## Work order
Only the stretch below from the line holding "Please list the" through the line holding "Extract the road" should be restated, word for word and with both ends included; pictures stay out.

## Records for this exercise
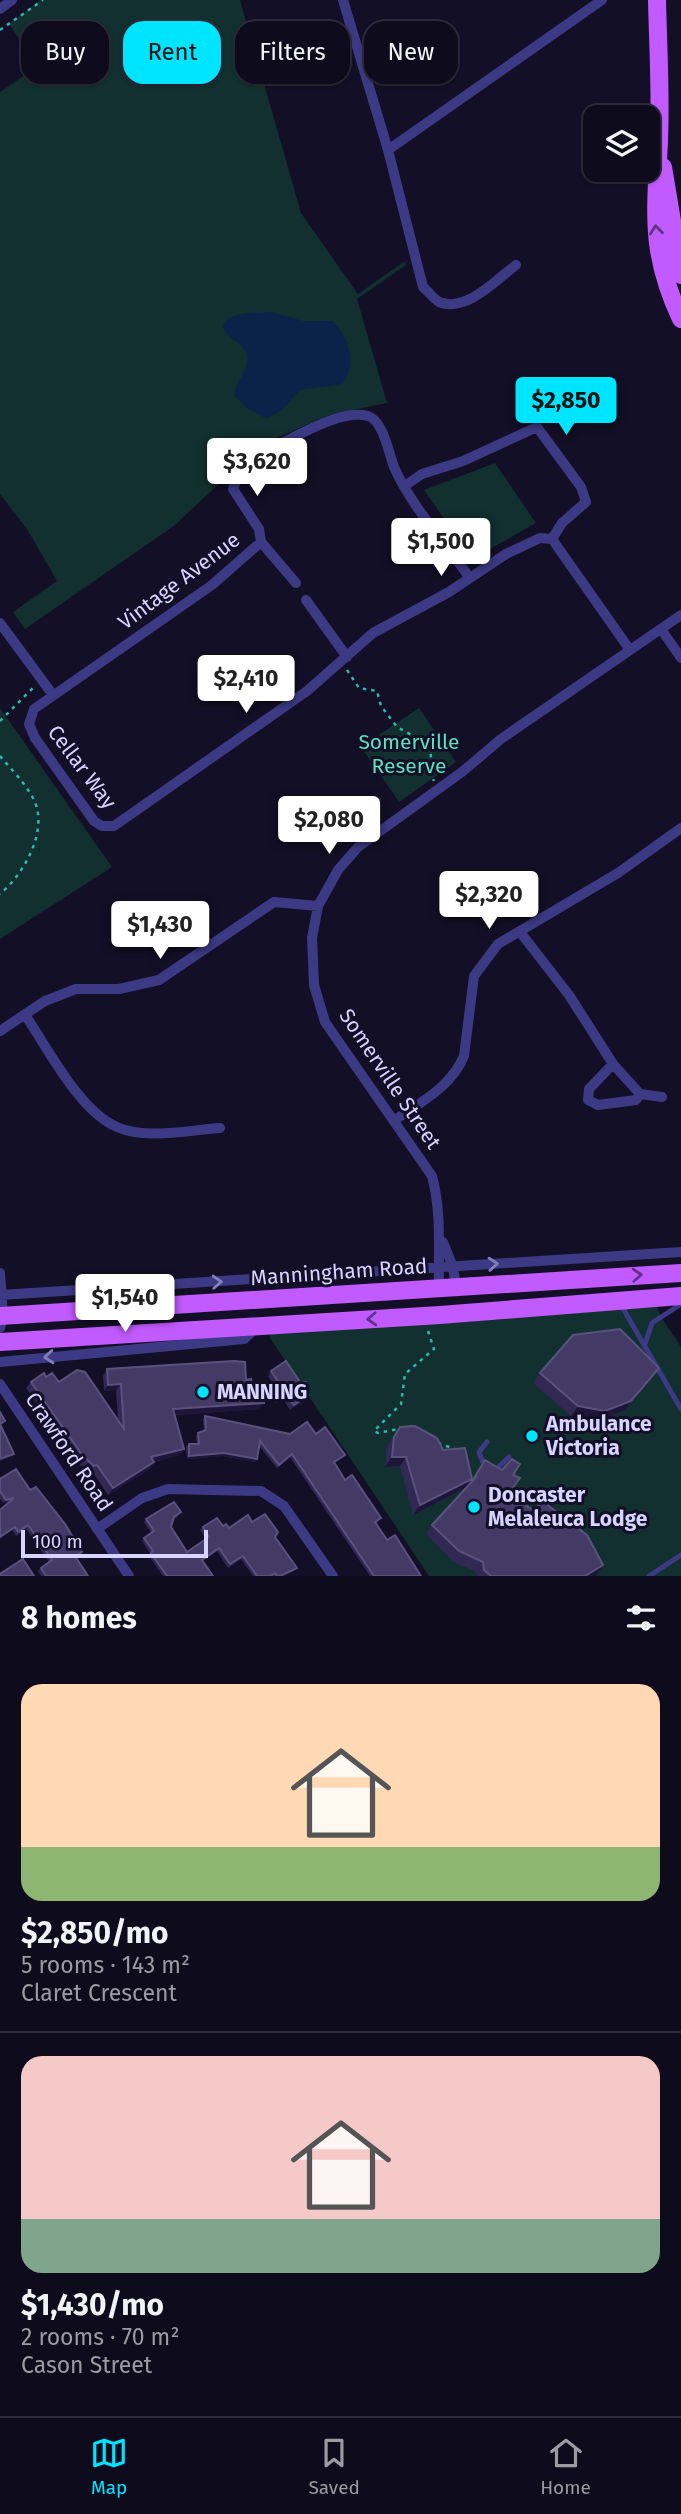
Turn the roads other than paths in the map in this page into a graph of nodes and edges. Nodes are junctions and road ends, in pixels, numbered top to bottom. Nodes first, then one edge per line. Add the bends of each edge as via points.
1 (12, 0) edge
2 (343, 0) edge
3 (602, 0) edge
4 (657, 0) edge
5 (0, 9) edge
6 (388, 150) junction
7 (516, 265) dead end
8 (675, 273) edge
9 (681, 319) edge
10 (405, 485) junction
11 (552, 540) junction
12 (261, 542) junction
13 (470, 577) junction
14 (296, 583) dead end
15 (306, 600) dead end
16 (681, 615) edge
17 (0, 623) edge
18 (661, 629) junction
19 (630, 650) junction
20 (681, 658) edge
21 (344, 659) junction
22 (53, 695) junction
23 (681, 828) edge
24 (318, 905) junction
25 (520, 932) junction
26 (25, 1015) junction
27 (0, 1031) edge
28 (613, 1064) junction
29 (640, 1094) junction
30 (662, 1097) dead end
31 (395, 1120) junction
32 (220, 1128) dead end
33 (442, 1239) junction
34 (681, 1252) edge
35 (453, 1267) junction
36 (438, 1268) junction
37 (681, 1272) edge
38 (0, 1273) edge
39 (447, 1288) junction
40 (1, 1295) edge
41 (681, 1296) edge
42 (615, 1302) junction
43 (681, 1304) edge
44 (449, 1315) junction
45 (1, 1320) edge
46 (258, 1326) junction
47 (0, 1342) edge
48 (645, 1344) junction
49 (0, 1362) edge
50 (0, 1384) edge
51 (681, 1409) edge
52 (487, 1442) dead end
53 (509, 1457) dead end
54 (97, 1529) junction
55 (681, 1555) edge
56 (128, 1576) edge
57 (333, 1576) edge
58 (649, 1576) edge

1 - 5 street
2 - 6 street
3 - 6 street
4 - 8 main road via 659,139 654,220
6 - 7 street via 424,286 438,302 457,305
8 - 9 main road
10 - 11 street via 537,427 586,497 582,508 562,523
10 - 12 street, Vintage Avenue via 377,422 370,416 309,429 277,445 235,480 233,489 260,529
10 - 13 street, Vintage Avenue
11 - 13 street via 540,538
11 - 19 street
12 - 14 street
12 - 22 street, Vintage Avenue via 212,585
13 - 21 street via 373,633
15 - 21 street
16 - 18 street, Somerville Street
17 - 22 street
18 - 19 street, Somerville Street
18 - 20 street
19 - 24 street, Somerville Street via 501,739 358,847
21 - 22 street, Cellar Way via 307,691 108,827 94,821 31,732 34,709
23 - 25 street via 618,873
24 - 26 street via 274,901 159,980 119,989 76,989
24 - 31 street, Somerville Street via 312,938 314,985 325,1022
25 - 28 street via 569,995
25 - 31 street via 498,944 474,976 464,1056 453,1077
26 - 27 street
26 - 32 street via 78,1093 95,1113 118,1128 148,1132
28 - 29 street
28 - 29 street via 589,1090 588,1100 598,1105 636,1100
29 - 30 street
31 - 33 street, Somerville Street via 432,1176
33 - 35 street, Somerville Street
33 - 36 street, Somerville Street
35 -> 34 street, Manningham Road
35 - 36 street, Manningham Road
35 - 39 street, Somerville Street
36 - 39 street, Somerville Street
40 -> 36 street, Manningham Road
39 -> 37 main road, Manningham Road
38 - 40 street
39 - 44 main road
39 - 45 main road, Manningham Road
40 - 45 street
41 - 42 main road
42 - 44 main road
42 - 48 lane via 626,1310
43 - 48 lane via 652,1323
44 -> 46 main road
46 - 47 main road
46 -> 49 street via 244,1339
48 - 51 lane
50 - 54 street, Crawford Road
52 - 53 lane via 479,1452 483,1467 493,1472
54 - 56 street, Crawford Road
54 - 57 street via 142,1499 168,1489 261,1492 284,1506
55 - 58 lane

* * *

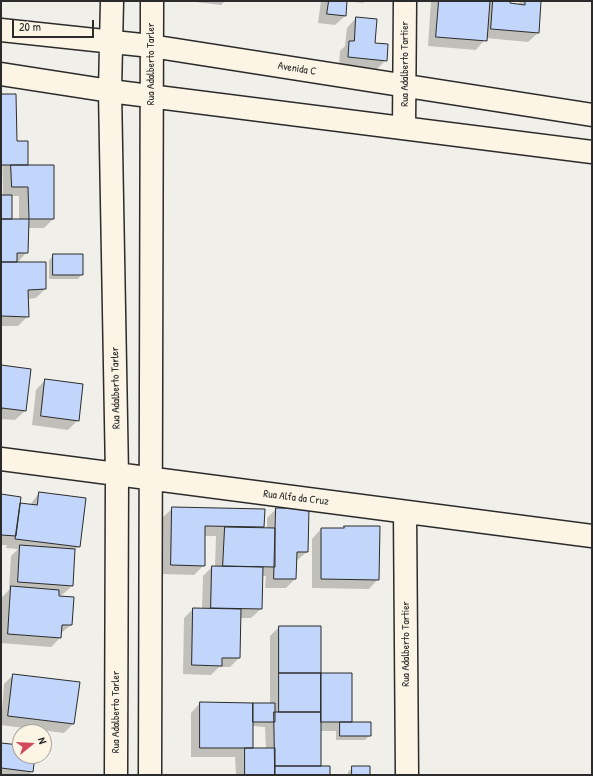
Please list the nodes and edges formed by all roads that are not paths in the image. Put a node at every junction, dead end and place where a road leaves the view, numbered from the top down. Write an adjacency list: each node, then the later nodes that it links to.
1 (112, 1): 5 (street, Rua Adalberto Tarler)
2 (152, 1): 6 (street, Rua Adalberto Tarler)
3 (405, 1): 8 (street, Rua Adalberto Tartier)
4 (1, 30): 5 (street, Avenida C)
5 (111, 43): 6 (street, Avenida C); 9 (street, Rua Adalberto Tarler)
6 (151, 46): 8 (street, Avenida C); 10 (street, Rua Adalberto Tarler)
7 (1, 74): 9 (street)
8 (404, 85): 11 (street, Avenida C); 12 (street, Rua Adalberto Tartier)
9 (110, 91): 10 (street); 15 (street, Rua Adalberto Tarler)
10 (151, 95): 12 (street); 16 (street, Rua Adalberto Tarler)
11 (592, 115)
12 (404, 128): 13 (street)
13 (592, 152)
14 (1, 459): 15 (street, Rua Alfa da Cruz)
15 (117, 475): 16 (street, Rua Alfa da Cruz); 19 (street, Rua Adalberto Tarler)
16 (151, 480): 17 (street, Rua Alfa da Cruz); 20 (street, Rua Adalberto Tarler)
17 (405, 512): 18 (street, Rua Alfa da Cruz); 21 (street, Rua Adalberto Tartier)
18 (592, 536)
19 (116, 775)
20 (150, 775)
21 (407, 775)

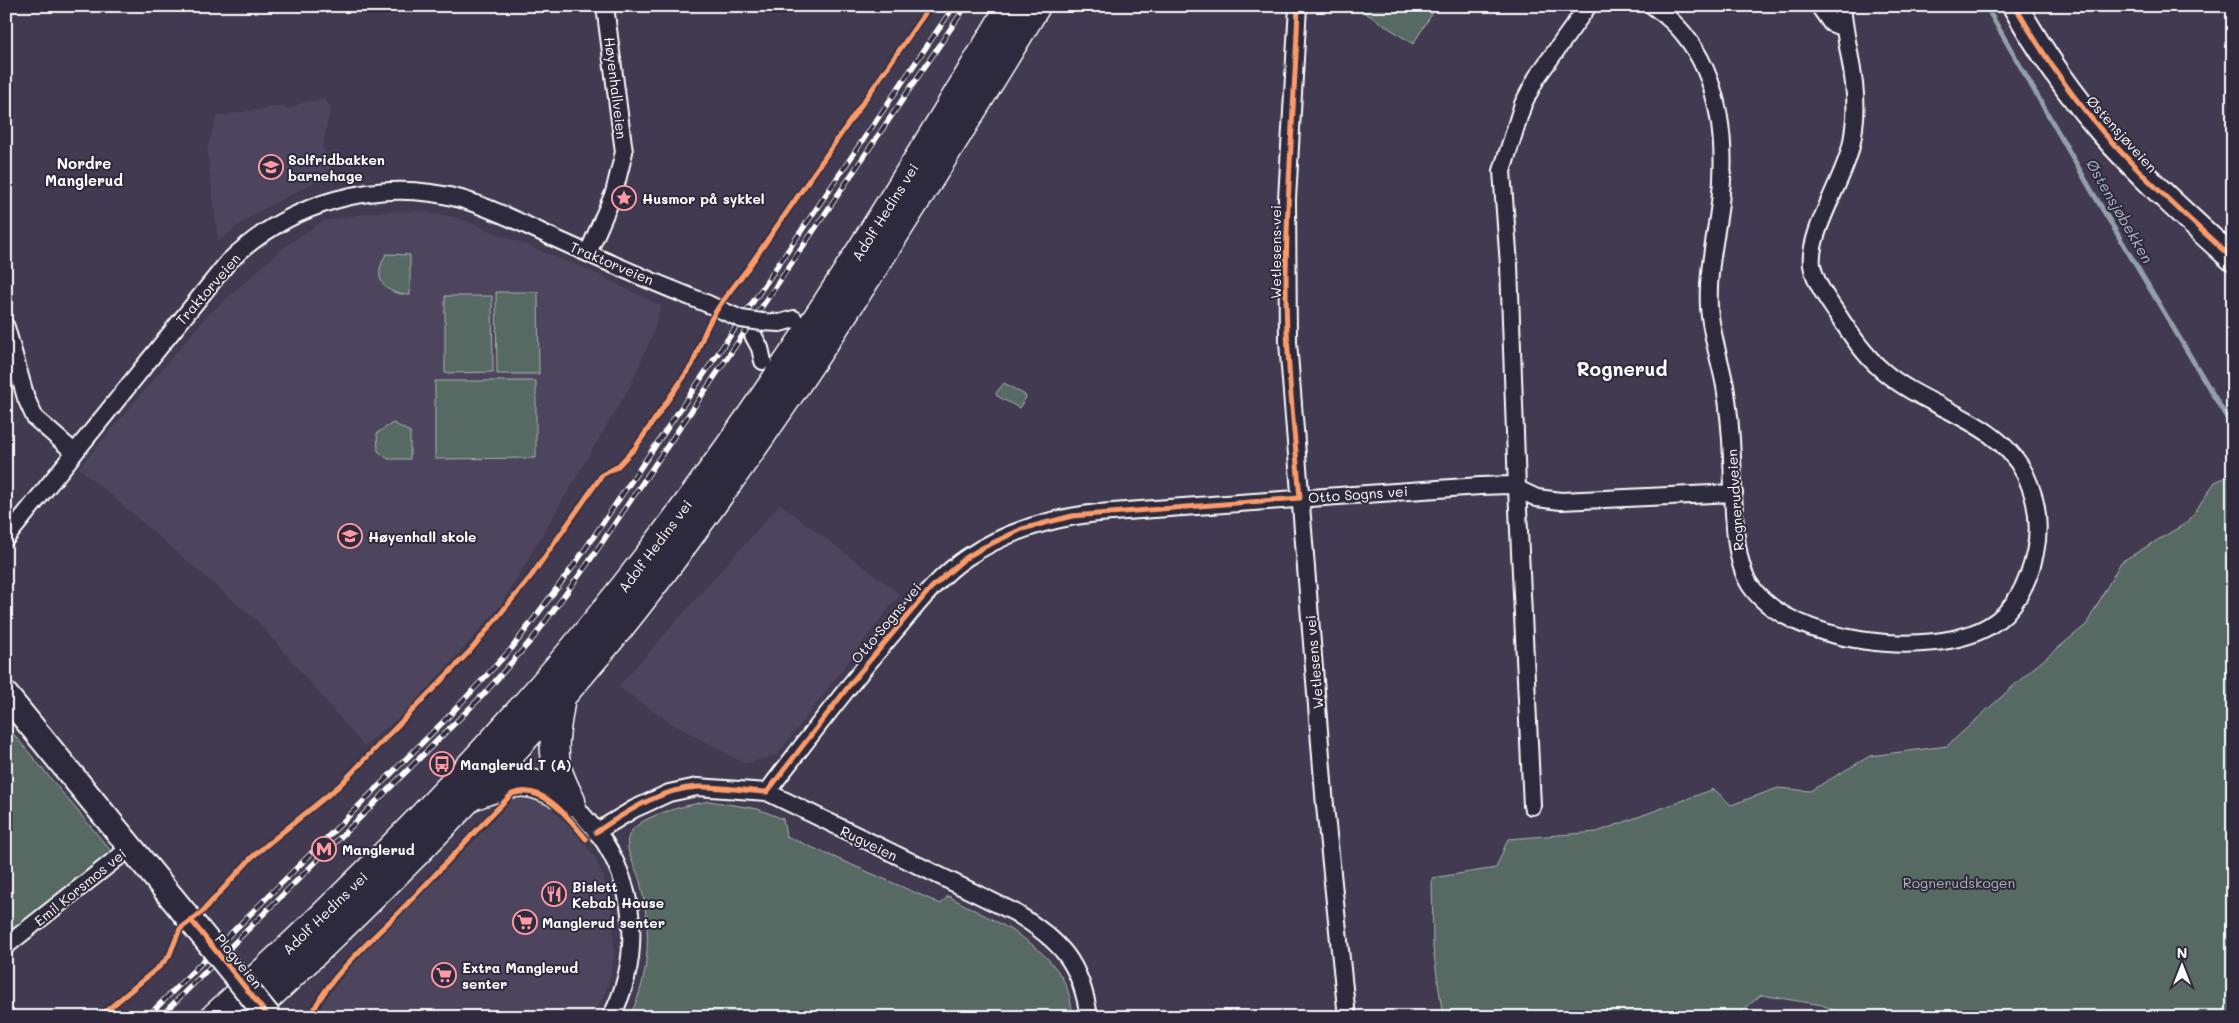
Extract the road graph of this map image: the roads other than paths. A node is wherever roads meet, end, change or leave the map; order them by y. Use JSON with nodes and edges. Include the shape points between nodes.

...

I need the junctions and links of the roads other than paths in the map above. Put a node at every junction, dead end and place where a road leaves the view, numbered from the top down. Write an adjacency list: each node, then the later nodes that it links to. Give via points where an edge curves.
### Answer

## Result for this exercise
Please list the nodes and edges formed by all roads that are not paths in the image. Put a node at every junction, dead end and place where a road leaves the view, numbered from the top down. Write an adjacency list: each node, then the later nodes that it links to.
1 (112, 1): 5 (street, Rua Adalberto Tarler)
2 (152, 1): 6 (street, Rua Adalberto Tarler)
3 (405, 1): 8 (street, Rua Adalberto Tartier)
4 (1, 30): 5 (street, Avenida C)
5 (111, 43): 6 (street, Avenida C); 9 (street, Rua Adalberto Tarler)
6 (151, 46): 8 (street, Avenida C); 10 (street, Rua Adalberto Tarler)
7 (1, 74): 9 (street)
8 (404, 85): 11 (street, Avenida C); 12 (street, Rua Adalberto Tartier)
9 (110, 91): 10 (street); 15 (street, Rua Adalberto Tarler)
10 (151, 95): 12 (street); 16 (street, Rua Adalberto Tarler)
11 (592, 115)
12 (404, 128): 13 (street)
13 (592, 152)
14 (1, 459): 15 (street, Rua Alfa da Cruz)
15 (117, 475): 16 (street, Rua Alfa da Cruz); 19 (street, Rua Adalberto Tarler)
16 (151, 480): 17 (street, Rua Alfa da Cruz); 20 (street, Rua Adalberto Tarler)
17 (405, 512): 18 (street, Rua Alfa da Cruz); 21 (street, Rua Adalberto Tartier)
18 (592, 536)
19 (116, 775)
20 (150, 775)
21 (407, 775)

Extract the road graph of this map image: the roads other than paths. A node is wherever roads meet, end, change or leave the map; order them by y. Use JSON with nodes and edges. Include the shape points between nodes.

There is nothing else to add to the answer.